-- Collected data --

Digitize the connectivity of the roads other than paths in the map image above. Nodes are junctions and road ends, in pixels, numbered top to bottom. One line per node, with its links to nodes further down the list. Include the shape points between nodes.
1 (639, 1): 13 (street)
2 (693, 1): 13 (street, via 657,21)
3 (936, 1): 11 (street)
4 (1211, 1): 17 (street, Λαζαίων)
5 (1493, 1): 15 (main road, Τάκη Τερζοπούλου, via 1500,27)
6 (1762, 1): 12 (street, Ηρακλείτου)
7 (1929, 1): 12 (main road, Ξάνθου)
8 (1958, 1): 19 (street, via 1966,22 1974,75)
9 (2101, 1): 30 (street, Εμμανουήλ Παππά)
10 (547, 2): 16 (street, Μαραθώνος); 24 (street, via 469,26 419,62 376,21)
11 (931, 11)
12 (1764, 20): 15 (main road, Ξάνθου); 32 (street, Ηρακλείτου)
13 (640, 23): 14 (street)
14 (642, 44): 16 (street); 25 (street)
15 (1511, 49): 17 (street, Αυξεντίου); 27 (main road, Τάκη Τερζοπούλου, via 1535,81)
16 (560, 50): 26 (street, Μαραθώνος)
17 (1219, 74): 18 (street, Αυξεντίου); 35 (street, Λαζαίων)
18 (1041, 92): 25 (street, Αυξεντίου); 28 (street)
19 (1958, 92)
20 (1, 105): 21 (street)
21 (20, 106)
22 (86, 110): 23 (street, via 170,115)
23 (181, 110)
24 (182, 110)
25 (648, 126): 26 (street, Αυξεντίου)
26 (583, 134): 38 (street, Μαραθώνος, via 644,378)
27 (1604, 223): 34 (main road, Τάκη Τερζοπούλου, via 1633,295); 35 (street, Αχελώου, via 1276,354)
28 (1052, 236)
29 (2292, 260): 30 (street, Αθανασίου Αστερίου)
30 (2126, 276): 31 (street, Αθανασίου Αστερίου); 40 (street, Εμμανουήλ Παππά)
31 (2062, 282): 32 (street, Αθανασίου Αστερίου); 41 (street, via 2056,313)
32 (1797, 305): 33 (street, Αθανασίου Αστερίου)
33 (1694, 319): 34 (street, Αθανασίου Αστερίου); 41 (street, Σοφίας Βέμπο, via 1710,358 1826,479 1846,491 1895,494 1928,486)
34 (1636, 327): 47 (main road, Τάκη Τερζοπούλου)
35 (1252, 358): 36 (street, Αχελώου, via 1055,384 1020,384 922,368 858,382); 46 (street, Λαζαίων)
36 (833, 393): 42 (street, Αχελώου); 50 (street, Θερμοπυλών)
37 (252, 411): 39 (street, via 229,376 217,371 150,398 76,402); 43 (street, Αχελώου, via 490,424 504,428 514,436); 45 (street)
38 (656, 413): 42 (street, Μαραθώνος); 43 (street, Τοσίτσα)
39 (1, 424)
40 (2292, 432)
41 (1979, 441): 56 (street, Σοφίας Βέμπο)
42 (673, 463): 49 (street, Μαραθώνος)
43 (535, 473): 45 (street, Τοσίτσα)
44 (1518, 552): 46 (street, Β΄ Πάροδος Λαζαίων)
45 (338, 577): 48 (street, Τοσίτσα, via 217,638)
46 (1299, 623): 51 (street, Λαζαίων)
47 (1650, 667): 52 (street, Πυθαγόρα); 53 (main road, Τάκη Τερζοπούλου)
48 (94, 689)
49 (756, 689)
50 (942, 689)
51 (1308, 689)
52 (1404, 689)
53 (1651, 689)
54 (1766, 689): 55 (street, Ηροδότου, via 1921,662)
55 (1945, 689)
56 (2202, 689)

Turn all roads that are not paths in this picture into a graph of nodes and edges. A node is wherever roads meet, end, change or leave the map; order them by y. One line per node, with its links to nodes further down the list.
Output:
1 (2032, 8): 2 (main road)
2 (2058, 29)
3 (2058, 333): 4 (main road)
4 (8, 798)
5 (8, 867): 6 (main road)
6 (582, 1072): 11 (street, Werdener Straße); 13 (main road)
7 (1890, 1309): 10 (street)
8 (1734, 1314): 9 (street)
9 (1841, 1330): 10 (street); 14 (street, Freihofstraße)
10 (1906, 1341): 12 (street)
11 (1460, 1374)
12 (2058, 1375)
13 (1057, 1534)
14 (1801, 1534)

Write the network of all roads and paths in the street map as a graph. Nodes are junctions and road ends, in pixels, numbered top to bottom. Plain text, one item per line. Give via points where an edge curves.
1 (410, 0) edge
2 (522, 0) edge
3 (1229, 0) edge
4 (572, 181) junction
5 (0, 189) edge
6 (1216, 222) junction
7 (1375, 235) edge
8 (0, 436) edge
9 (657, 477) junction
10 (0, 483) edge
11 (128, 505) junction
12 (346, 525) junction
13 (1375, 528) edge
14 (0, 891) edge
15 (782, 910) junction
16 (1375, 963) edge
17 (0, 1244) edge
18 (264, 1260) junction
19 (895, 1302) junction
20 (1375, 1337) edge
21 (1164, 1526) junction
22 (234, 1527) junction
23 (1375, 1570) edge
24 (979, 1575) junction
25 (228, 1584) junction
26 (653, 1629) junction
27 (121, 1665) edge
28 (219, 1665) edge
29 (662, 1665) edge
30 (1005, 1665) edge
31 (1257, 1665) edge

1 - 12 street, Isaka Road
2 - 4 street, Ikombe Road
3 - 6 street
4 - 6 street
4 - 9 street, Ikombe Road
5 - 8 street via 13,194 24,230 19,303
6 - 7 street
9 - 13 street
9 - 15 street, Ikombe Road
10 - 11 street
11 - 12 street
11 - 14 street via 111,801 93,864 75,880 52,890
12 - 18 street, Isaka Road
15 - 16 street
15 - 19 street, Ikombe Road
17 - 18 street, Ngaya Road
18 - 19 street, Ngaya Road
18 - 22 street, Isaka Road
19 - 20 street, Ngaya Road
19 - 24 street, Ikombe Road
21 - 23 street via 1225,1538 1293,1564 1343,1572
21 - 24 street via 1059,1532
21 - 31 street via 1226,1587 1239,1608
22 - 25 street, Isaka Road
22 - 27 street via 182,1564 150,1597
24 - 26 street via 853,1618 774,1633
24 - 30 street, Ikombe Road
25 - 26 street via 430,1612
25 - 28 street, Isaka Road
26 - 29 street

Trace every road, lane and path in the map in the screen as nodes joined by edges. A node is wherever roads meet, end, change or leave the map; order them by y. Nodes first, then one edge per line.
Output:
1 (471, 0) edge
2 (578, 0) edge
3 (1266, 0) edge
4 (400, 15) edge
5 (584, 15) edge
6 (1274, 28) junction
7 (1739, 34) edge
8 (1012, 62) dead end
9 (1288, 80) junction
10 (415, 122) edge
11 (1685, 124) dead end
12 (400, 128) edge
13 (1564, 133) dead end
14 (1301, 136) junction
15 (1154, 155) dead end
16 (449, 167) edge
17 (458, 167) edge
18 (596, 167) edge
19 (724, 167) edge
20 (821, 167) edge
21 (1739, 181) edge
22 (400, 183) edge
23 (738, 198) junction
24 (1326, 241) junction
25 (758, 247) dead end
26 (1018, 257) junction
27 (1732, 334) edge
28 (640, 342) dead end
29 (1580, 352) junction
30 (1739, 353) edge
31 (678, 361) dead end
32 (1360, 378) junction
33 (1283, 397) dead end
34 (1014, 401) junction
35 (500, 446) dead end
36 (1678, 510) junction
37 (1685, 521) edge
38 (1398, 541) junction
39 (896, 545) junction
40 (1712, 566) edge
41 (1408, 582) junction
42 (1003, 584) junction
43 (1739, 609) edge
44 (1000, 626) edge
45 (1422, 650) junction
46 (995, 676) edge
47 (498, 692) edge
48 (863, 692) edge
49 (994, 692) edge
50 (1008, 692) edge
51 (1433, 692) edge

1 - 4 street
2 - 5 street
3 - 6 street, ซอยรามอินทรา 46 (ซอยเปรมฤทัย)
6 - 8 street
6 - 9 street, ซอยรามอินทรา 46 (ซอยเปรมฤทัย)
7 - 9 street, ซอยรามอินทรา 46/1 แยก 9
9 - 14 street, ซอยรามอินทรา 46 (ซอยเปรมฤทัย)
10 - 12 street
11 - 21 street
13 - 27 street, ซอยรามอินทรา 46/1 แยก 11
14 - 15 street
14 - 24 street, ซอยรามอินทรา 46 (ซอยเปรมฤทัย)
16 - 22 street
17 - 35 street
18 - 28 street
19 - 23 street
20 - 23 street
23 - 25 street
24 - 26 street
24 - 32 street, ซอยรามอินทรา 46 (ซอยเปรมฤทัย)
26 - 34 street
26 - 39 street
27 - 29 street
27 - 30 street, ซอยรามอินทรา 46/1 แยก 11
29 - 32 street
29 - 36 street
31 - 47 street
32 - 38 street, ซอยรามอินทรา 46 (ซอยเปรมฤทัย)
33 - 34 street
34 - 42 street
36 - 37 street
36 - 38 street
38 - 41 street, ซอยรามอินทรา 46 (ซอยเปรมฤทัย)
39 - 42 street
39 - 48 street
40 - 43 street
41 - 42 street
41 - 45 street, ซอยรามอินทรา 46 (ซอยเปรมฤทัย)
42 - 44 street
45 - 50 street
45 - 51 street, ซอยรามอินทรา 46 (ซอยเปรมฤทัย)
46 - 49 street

-- PROMPT --
From the data above, return every line from the line that has "Write the network" up to and including the line that has "Trace every road, lane", exactly.

-- OUTPUT OF THE TASK --
Write the network of all roads and paths in the street map as a graph. Nodes are junctions and road ends, in pixels, numbered top to bottom. Plain text, one item per line. Give via points where an edge curves.
1 (410, 0) edge
2 (522, 0) edge
3 (1229, 0) edge
4 (572, 181) junction
5 (0, 189) edge
6 (1216, 222) junction
7 (1375, 235) edge
8 (0, 436) edge
9 (657, 477) junction
10 (0, 483) edge
11 (128, 505) junction
12 (346, 525) junction
13 (1375, 528) edge
14 (0, 891) edge
15 (782, 910) junction
16 (1375, 963) edge
17 (0, 1244) edge
18 (264, 1260) junction
19 (895, 1302) junction
20 (1375, 1337) edge
21 (1164, 1526) junction
22 (234, 1527) junction
23 (1375, 1570) edge
24 (979, 1575) junction
25 (228, 1584) junction
26 (653, 1629) junction
27 (121, 1665) edge
28 (219, 1665) edge
29 (662, 1665) edge
30 (1005, 1665) edge
31 (1257, 1665) edge

1 - 12 street, Isaka Road
2 - 4 street, Ikombe Road
3 - 6 street
4 - 6 street
4 - 9 street, Ikombe Road
5 - 8 street via 13,194 24,230 19,303
6 - 7 street
9 - 13 street
9 - 15 street, Ikombe Road
10 - 11 street
11 - 12 street
11 - 14 street via 111,801 93,864 75,880 52,890
12 - 18 street, Isaka Road
15 - 16 street
15 - 19 street, Ikombe Road
17 - 18 street, Ngaya Road
18 - 19 street, Ngaya Road
18 - 22 street, Isaka Road
19 - 20 street, Ngaya Road
19 - 24 street, Ikombe Road
21 - 23 street via 1225,1538 1293,1564 1343,1572
21 - 24 street via 1059,1532
21 - 31 street via 1226,1587 1239,1608
22 - 25 street, Isaka Road
22 - 27 street via 182,1564 150,1597
24 - 26 street via 853,1618 774,1633
24 - 30 street, Ikombe Road
25 - 26 street via 430,1612
25 - 28 street, Isaka Road
26 - 29 street

Trace every road, lane and path in the map in the screen as nodes joined by edges. A node is wherever roads meet, end, change or leave the map; order them by y. Nodes first, then one edge per line.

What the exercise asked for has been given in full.